Word for word, copy all the data and drop the pictures.

%%

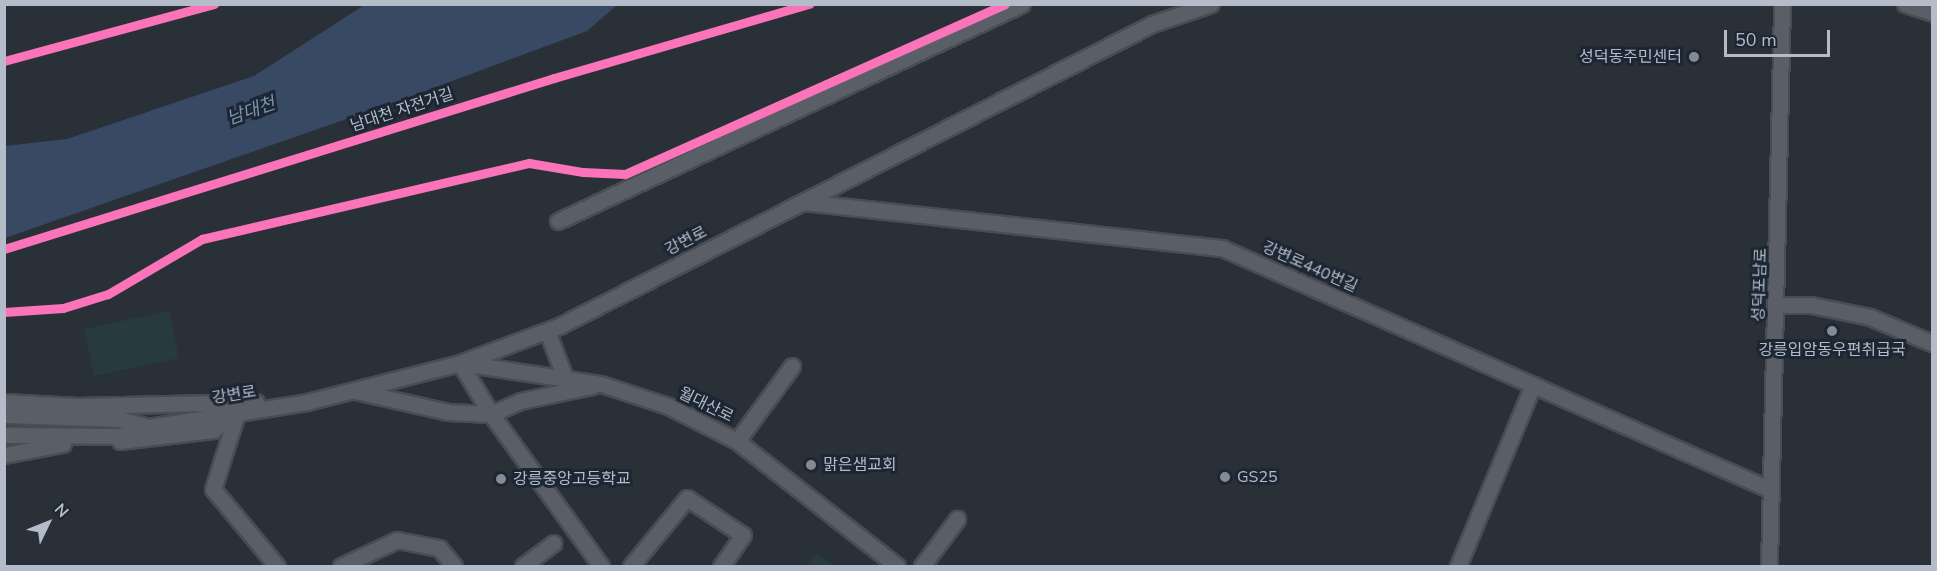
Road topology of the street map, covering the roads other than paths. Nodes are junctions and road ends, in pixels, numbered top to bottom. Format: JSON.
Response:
{"nodes":[{"id":1,"x":1022,"y":4,"type":"edge"},
{"id":2,"x":1211,"y":4,"type":"edge"},
{"id":3,"x":1782,"y":4,"type":"edge"},
{"id":4,"x":1905,"y":4,"type":"edge"},
{"id":5,"x":1932,"y":13,"type":"edge"},
{"id":6,"x":804,"y":202,"type":"junction"},
{"id":7,"x":558,"y":221,"type":"dead end"},
{"id":8,"x":1778,"y":305,"type":"junction"},
{"id":9,"x":547,"y":331,"type":"junction"},
{"id":10,"x":1932,"y":343,"type":"edge"},
{"id":11,"x":460,"y":363,"type":"junction"},
{"id":12,"x":792,"y":366,"type":"dead end"},
{"id":13,"x":565,"y":378,"type":"junction"},
{"id":14,"x":601,"y":384,"type":"junction"},
{"id":15,"x":1533,"y":385,"type":"junction"},
{"id":16,"x":355,"y":391,"type":"junction"},
{"id":17,"x":4,"y":402,"type":"edge"},
{"id":18,"x":307,"y":402,"type":"junction"},
{"id":19,"x":237,"y":412,"type":"junction"},
{"id":20,"x":491,"y":414,"type":"junction"},
{"id":21,"x":4,"y":415,"type":"edge"},
{"id":22,"x":148,"y":427,"type":"junction"},
{"id":23,"x":4,"y":435,"type":"edge"},
{"id":24,"x":4,"y":441,"type":"edge"},
{"id":25,"x":737,"y":441,"type":"junction"},
{"id":26,"x":53,"y":445,"type":"junction"},
{"id":27,"x":4,"y":455,"type":"edge"},
{"id":28,"x":1769,"y":489,"type":"junction"},
{"id":29,"x":957,"y":519,"type":"dead end"},
{"id":30,"x":553,"y":543,"type":"dead end"},
{"id":31,"x":276,"y":567,"type":"edge"},
{"id":32,"x":341,"y":567,"type":"edge"},
{"id":33,"x":454,"y":567,"type":"edge"},
{"id":34,"x":523,"y":567,"type":"edge"},
{"id":35,"x":601,"y":567,"type":"edge"},
{"id":36,"x":631,"y":567,"type":"edge"},
{"id":37,"x":721,"y":567,"type":"edge"},
{"id":38,"x":897,"y":567,"type":"edge"},
{"id":39,"x":922,"y":567,"type":"edge"},
{"id":40,"x":1458,"y":567,"type":"edge"},
{"id":41,"x":1769,"y":567,"type":"edge"}],
"edges":[{"from":1,"to":7,"type":"street"},
{"from":2,"to":6,"type":"street","name":"강변로"},
{"from":3,"to":8,"type":"street","name":"성덕포남로"},
{"from":4,"to":5,"type":"street"},
{"from":6,"to":9,"type":"street","name":"강변로"},
{"from":6,"to":15,"type":"street","name":"강변로440번길"},
{"from":8,"to":10,"type":"street"},
{"from":8,"to":28,"type":"street","name":"성덕포남로"},
{"from":9,"to":11,"type":"street","name":"강변로"},
{"from":9,"to":13,"type":"street"},
{"from":11,"to":13,"type":"street","name":"월대산로"},
{"from":11,"to":16,"type":"street","name":"강변로"},
{"from":11,"to":20,"type":"street"},
{"from":12,"to":25,"type":"street"},
{"from":13,"to":14,"type":"street","name":"월대산로"},
{"from":14,"to":20,"type":"street"},
{"from":14,"to":25,"type":"street","name":"월대산로"},
{"from":15,"to":28,"type":"street","name":"강변로440번길"},
{"from":15,"to":40,"type":"street"},
{"from":16,"to":18,"type":"street","name":"강변로"},
{"from":16,"to":20,"type":"street"},
{"from":17,"to":18,"type":"street"},
{"from":18,"to":19,"type":"street","name":"강변로"},
{"from":19,"to":22,"type":"street","name":"강변로"},
{"from":19,"to":26,"type":"street"},
{"from":19,"to":31,"type":"street"},
{"from":20,"to":35,"type":"street"},
{"from":21,"to":22,"type":"street","name":"강변로"},
{"from":22,"to":23,"type":"street","name":"강변로"},
{"from":24,"to":26,"type":"street"},
{"from":25,"to":38,"type":"street","name":"월대산로"},
{"from":26,"to":27,"type":"street"},
{"from":28,"to":41,"type":"street","name":"성덕포남로"},
{"from":29,"to":39,"type":"street"},
{"from":30,"to":34,"type":"street"},
{"from":32,"to":33,"type":"street"},
{"from":36,"to":37,"type":"street"}]}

%%

_SOLUTION FOR THIS TASK:_
Road topology of the street map, covering the roads other than paths. Nodes are junctions and road ends, in pixels, numbered top to bottom. Format: JSON.
Response:
{"nodes":[{"id":1,"x":1022,"y":4,"type":"edge"},
{"id":2,"x":1211,"y":4,"type":"edge"},
{"id":3,"x":1782,"y":4,"type":"edge"},
{"id":4,"x":1905,"y":4,"type":"edge"},
{"id":5,"x":1932,"y":13,"type":"edge"},
{"id":6,"x":804,"y":202,"type":"junction"},
{"id":7,"x":558,"y":221,"type":"dead end"},
{"id":8,"x":1778,"y":305,"type":"junction"},
{"id":9,"x":547,"y":331,"type":"junction"},
{"id":10,"x":1932,"y":343,"type":"edge"},
{"id":11,"x":460,"y":363,"type":"junction"},
{"id":12,"x":792,"y":366,"type":"dead end"},
{"id":13,"x":565,"y":378,"type":"junction"},
{"id":14,"x":601,"y":384,"type":"junction"},
{"id":15,"x":1533,"y":385,"type":"junction"},
{"id":16,"x":355,"y":391,"type":"junction"},
{"id":17,"x":4,"y":402,"type":"edge"},
{"id":18,"x":307,"y":402,"type":"junction"},
{"id":19,"x":237,"y":412,"type":"junction"},
{"id":20,"x":491,"y":414,"type":"junction"},
{"id":21,"x":4,"y":415,"type":"edge"},
{"id":22,"x":148,"y":427,"type":"junction"},
{"id":23,"x":4,"y":435,"type":"edge"},
{"id":24,"x":4,"y":441,"type":"edge"},
{"id":25,"x":737,"y":441,"type":"junction"},
{"id":26,"x":53,"y":445,"type":"junction"},
{"id":27,"x":4,"y":455,"type":"edge"},
{"id":28,"x":1769,"y":489,"type":"junction"},
{"id":29,"x":957,"y":519,"type":"dead end"},
{"id":30,"x":553,"y":543,"type":"dead end"},
{"id":31,"x":276,"y":567,"type":"edge"},
{"id":32,"x":341,"y":567,"type":"edge"},
{"id":33,"x":454,"y":567,"type":"edge"},
{"id":34,"x":523,"y":567,"type":"edge"},
{"id":35,"x":601,"y":567,"type":"edge"},
{"id":36,"x":631,"y":567,"type":"edge"},
{"id":37,"x":721,"y":567,"type":"edge"},
{"id":38,"x":897,"y":567,"type":"edge"},
{"id":39,"x":922,"y":567,"type":"edge"},
{"id":40,"x":1458,"y":567,"type":"edge"},
{"id":41,"x":1769,"y":567,"type":"edge"}],
"edges":[{"from":1,"to":7,"type":"street"},
{"from":2,"to":6,"type":"street","name":"강변로"},
{"from":3,"to":8,"type":"street","name":"성덕포남로"},
{"from":4,"to":5,"type":"street"},
{"from":6,"to":9,"type":"street","name":"강변로"},
{"from":6,"to":15,"type":"street","name":"강변로440번길"},
{"from":8,"to":10,"type":"street"},
{"from":8,"to":28,"type":"street","name":"성덕포남로"},
{"from":9,"to":11,"type":"street","name":"강변로"},
{"from":9,"to":13,"type":"street"},
{"from":11,"to":13,"type":"street","name":"월대산로"},
{"from":11,"to":16,"type":"street","name":"강변로"},
{"from":11,"to":20,"type":"street"},
{"from":12,"to":25,"type":"street"},
{"from":13,"to":14,"type":"street","name":"월대산로"},
{"from":14,"to":20,"type":"street"},
{"from":14,"to":25,"type":"street","name":"월대산로"},
{"from":15,"to":28,"type":"street","name":"강변로440번길"},
{"from":15,"to":40,"type":"street"},
{"from":16,"to":18,"type":"street","name":"강변로"},
{"from":16,"to":20,"type":"street"},
{"from":17,"to":18,"type":"street"},
{"from":18,"to":19,"type":"street","name":"강변로"},
{"from":19,"to":22,"type":"street","name":"강변로"},
{"from":19,"to":26,"type":"street"},
{"from":19,"to":31,"type":"street"},
{"from":20,"to":35,"type":"street"},
{"from":21,"to":22,"type":"street","name":"강변로"},
{"from":22,"to":23,"type":"street","name":"강변로"},
{"from":24,"to":26,"type":"street"},
{"from":25,"to":38,"type":"street","name":"월대산로"},
{"from":26,"to":27,"type":"street"},
{"from":28,"to":41,"type":"street","name":"성덕포남로"},
{"from":29,"to":39,"type":"street"},
{"from":30,"to":34,"type":"street"},
{"from":32,"to":33,"type":"street"},
{"from":36,"to":37,"type":"street"}]}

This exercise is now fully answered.